> **WORK TASK**:
Your task is to show every line in the listing below that includes "Винка".

◆ ◆ ◆ ◆

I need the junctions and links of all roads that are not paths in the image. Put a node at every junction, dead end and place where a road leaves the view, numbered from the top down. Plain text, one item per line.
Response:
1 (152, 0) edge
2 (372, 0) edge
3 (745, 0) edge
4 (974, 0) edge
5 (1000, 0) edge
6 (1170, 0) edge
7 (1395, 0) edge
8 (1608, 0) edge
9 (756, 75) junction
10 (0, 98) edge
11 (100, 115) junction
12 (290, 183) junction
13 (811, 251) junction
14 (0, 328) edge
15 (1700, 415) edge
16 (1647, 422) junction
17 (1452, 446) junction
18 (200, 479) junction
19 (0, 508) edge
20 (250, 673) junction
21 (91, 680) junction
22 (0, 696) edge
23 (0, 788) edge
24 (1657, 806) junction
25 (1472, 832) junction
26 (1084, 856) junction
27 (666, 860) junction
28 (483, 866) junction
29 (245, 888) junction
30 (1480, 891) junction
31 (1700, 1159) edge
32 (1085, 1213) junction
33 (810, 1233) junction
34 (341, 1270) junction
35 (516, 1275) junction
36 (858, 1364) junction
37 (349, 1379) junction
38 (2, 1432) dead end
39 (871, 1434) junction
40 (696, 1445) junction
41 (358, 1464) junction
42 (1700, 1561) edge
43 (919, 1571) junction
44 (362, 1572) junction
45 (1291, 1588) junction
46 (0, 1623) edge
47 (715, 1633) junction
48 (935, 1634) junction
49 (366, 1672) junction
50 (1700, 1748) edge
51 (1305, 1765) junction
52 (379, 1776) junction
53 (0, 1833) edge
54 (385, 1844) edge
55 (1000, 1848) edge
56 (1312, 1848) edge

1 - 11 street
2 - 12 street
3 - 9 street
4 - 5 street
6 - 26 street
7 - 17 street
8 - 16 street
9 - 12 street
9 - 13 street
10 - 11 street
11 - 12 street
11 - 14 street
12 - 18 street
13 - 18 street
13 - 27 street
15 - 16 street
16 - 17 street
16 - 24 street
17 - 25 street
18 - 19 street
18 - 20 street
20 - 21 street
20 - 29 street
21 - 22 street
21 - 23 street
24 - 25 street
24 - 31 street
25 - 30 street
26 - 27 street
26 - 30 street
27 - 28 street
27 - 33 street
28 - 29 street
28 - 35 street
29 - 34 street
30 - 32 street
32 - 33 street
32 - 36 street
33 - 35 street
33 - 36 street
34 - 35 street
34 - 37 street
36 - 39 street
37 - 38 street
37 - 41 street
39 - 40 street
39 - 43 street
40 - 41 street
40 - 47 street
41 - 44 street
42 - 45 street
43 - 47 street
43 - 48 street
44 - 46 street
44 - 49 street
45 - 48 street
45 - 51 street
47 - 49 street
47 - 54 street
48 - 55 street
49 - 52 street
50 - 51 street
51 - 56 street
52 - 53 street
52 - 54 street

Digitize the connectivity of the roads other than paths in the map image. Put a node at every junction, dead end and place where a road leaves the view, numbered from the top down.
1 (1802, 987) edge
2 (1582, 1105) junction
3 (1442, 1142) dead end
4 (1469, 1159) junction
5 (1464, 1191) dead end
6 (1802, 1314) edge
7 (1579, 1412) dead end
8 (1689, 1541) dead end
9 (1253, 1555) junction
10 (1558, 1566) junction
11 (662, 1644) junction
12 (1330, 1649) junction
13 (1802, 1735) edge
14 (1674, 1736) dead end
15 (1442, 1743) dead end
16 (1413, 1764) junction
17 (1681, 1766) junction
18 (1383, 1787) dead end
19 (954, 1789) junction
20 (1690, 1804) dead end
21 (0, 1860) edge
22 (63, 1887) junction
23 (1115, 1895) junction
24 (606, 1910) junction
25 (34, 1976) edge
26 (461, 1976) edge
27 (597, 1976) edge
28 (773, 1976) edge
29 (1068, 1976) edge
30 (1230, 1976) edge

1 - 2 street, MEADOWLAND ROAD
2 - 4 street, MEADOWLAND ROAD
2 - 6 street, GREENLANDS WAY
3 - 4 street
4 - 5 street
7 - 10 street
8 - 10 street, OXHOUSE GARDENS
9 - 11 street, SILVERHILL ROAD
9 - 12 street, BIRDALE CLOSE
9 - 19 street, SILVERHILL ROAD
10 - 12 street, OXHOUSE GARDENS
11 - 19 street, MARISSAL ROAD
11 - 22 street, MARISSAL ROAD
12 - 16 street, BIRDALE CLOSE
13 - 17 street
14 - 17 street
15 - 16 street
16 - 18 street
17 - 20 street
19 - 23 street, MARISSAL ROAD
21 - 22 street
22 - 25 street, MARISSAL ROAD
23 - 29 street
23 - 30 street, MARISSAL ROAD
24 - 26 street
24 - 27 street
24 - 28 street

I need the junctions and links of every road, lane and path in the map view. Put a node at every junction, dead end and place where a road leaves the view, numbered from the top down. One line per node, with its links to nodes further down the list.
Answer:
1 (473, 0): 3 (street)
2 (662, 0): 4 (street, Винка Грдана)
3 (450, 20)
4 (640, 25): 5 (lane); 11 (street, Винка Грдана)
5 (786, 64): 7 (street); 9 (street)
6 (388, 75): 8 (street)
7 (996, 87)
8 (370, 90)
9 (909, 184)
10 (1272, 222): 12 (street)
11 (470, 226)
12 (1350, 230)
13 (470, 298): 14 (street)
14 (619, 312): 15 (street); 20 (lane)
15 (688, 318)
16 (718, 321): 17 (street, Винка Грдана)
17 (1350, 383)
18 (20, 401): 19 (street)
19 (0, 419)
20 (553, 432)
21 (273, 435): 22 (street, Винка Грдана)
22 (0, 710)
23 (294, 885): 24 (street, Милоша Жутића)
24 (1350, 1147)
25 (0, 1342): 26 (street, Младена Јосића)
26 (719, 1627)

◆ ◆ ◆ ◆

> **TASK OUTPUT**:
2 (662, 0): 4 (street, Винка Грдана)
4 (640, 25): 5 (lane); 11 (street, Винка Грдана)
16 (718, 321): 17 (street, Винка Грдана)
21 (273, 435): 22 (street, Винка Грдана)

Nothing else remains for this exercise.